We do have 99 year leases in the U.S.  If you live  in  housing built on Native American Tribal Land, chances are you may own your structure, but you don’t own the land it sits on.

So,  at the end of 2008, when Lehman Brothers collapsed, and we  all learned that  many of our neighbors had taken on too much debt, and the  credit providers had carved up that  debt  (oh yes—the mortgage brokers and the  debt buyers  owned  pieces—payment streams —in case of a default, they wouldn’t lose their entire investment—-too bad everything they invested in was structured the same way and all of it was  bad), and the  whole market  collapsed.  Our community of middle class people never really had enough  savings to ride through the storm.  The other thing my mother told me  was it was important to have  at least a year’s worth of living expenses in savings.  But that was my mother.  Other peoples mothers  apparently told them to have faith in God,  or buy toys like the latest electronic gadgets….I don’t know. All I know is that there  is a lot of housing available now that  not only  is built poorly (but damn, it sure looks good with  cherry wood floors and granite in the kitchens and baths—never mind the heating systems don’t heat, and the pipes leak), but NOBODY CAN AFFORD IT.  At least not in major markets like Chicago.  It’s sort of shocking to me how many students are over $50,000 in debt for student loans. These are not  engineering or science students. They have majored in the arts.  They are gambling that they will either be more creative than their peers, will find rich benefactors, or find employers who  like their looks and personalities & figure they will ultimately get up to speed on  performance (which is, again, why we are in the economic mess we are  in).
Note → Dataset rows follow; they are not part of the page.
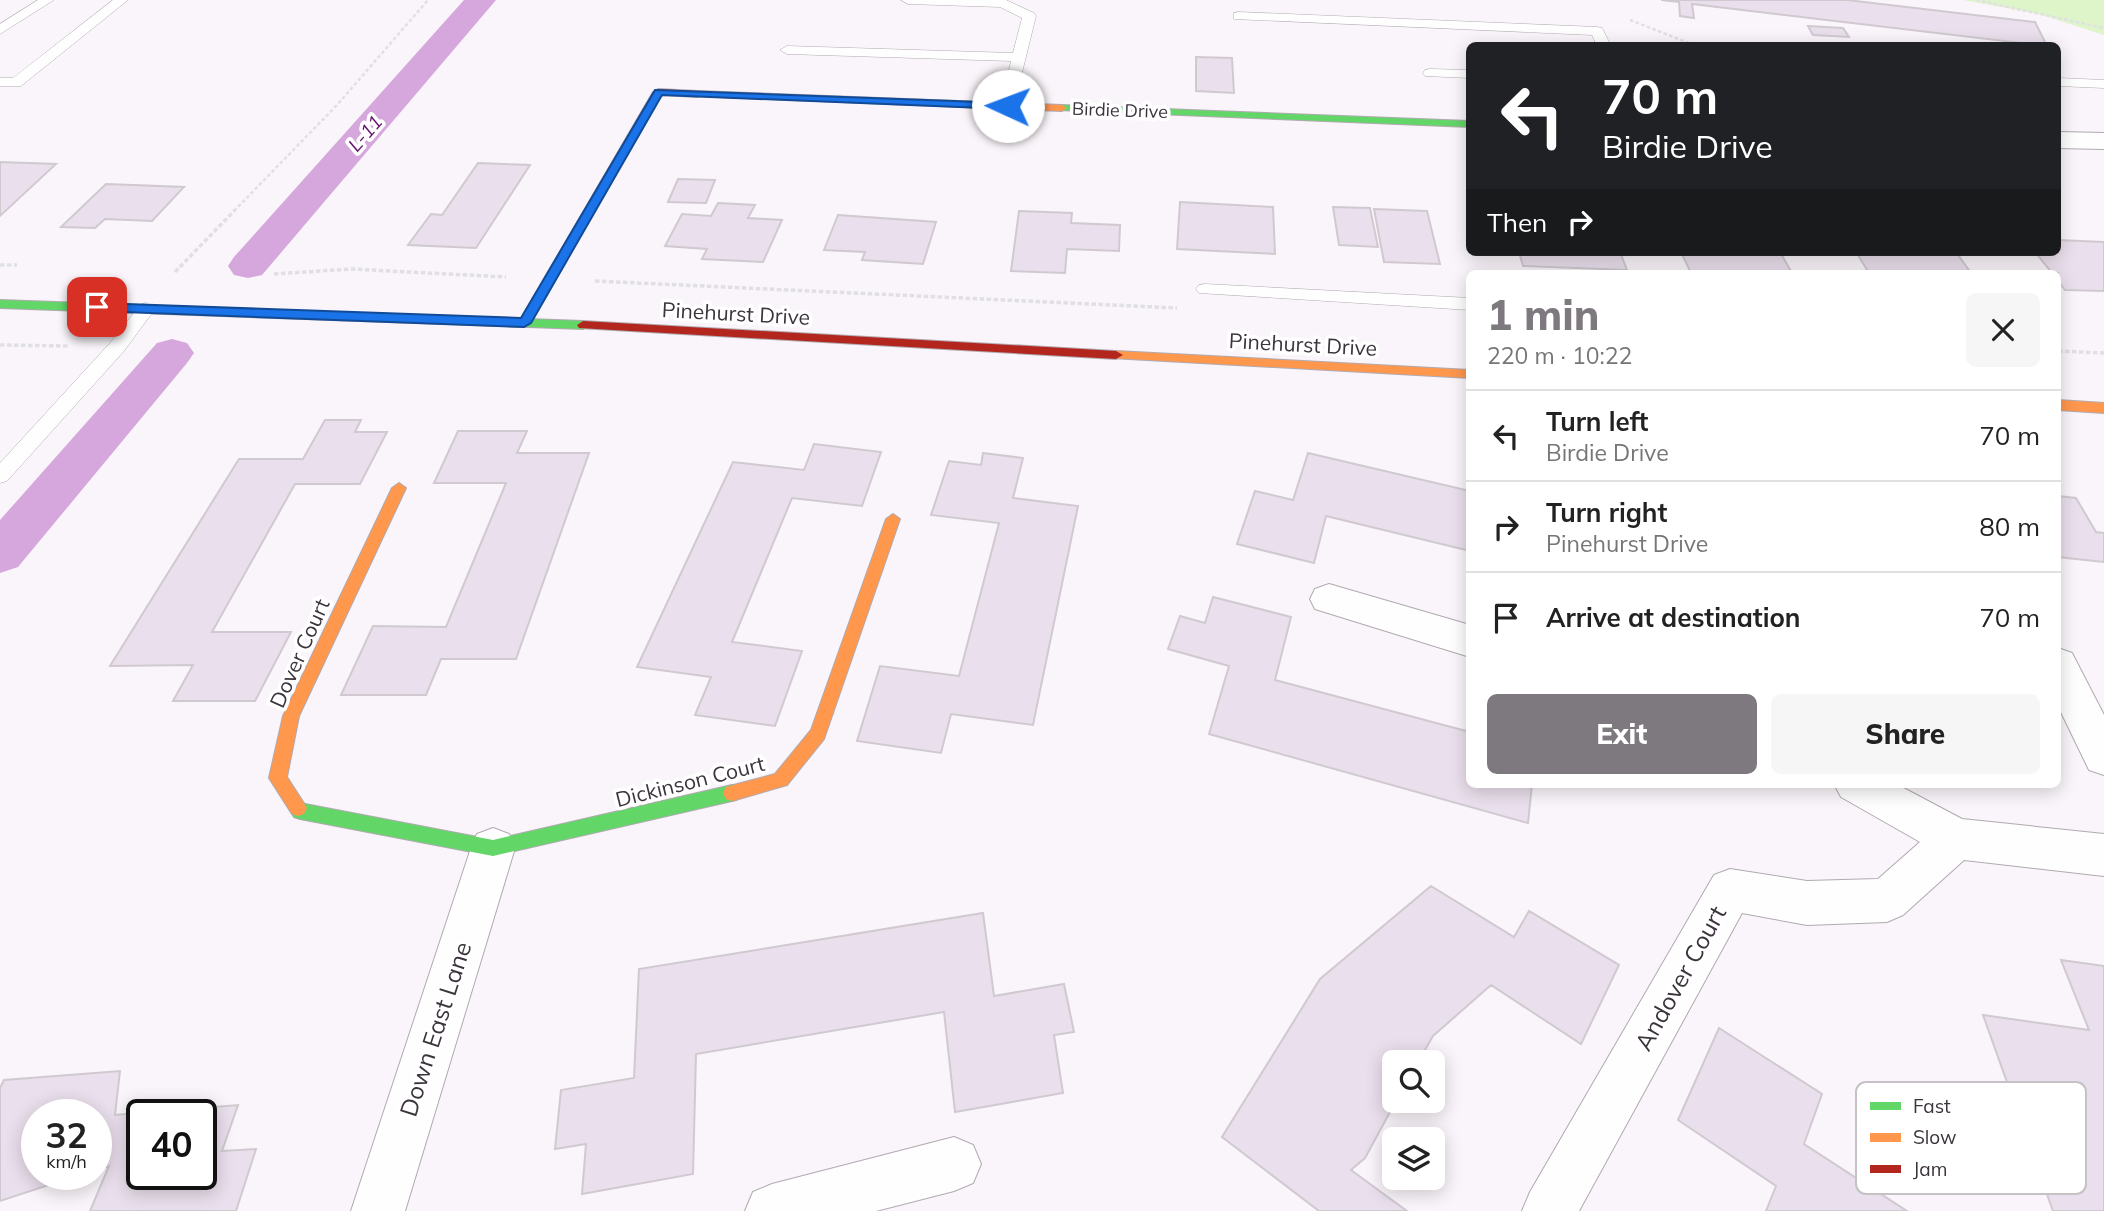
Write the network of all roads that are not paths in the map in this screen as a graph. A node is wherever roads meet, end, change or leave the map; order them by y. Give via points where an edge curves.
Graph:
1 (47, 0) edge
2 (121, 0) edge
3 (908, 0) edge
4 (1239, 16) dead end
5 (4, 25) edge
6 (1602, 42) edge
7 (787, 50) dead end
8 (1020, 57) junction
9 (1430, 73) dead end
10 (1466, 74) edge
11 (0, 82) edge
12 (2061, 82) edge
13 (2104, 84) edge
14 (1008, 106) junction
15 (1466, 124) edge
16 (2061, 140) edge
17 (2104, 141) edge
18 (1205, 289) dead end
19 (0, 304) edge
20 (1466, 304) edge
21 (146, 309) junction
22 (524, 323) junction
23 (1466, 374) edge
24 (2061, 405) edge
25 (2104, 408) edge
26 (0, 476) edge
27 (399, 488) dead end
28 (893, 519) dead end
29 (1329, 599) dead end
30 (1466, 640) edge
31 (2061, 670) edge
32 (2104, 757) edge
33 (1863, 788) edge
34 (1956, 839) junction
35 (493, 848) junction
36 (2104, 855) edge
37 (954, 1164) dead end
38 (379, 1211) edge
39 (772, 1211) edge
40 (1549, 1211) edge

1 - 5 lane
2 - 11 lane via 16,83
3 - 8 lane via 1002,3 1029,16
4 - 6 lane via 1597,31
7 - 8 lane
8 - 14 lane
9 - 10 lane
12 - 13 lane
14 - 15 street, Birdie Drive
14 - 22 street, Birdie Drive via 658,92
16 - 17 street
18 - 20 lane
19 - 21 street, Pinehurst Drive
21 - 22 street, Pinehurst Drive
21 - 26 lane
22 - 23 street, Pinehurst Drive
24 - 25 street
27 - 35 street, Dover Court via 291,716 278,778 300,811
28 - 35 street, Dickinson Court via 818,734 781,780
29 - 30 street
31 - 32 street
33 - 34 street
34 - 36 street
34 - 40 street, Andover Court via 1887,900 1807,903 1730,890
35 - 38 street, Down East Lane
37 - 39 street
As housing is over built and of poor quality, and few people are secure enough in their jobs to qualify for loans,  the housing glut will  remain  with us for —I’ll go out on a limb and say  at least five years.  This will be good for  the  new, up-and-coming  engineers and health care professionals, maybe even for people working in the  building trades.  The problem  is,  more people have majored in the arts or marketing or social sciences, not qualified to do anything…and here we are.  Couple that with having our transportation infrastructure based on imported fossil fuels—the price of which we can not control.  Do the math.

Solution?  It will never happen.  The government must own the land that housing sits on (it does, with the right of eminent domain, but the lawyers  get a piece trying to defend you from their taking it).  The irony is, most of the people who have lost their homes would qualify for public housing, if it existed and they knew how to  game the system the way the public housing residents do.

Because the public housing that was built in Chicago was of such poor quality & so poorly maintained (I blame the renters & the management companies), a lot of public housing residents  were moved out of public housing—but they have the right of first refusal for new units built. Did you know that?  It’s true.  There are people employed by the public housing agencies actually seeking those old residents–who are now presumably living in market rate housing—and paying for it…and the  employees of public housing are offering them a deal.   Seems that once you qualify for public housing,  you do not have to requalify every year.   You are qualified for life.  The public housing agencies do not ask to see your tax returns.  What goes along with that is that as a public housing resident, or someone receiving public aid, you are not allowed to accumulate assets.  I believe the limit may now be $10,000 & then you may be kicked off of public aid or out of public housing.   While $10,000 seems like a lot, it may not be enough for a good car, or to pay a repair man, or your co-pay if you  have health insurance. There is no incentive to get your act together and try to live in a capitalist society.  Are YOU part of the constituency to change that?  Don’t bother even trying.  Legal immigrants know how to game that system, too, and hide money.

Is this a great country, or what?  I wish I could ask every  person enlisted in the military  if they are sure they know what they are fighting for.

I am lucky to have traveled and lived off-shore.  I am conmfortable with the idea of retiring  elsewhere.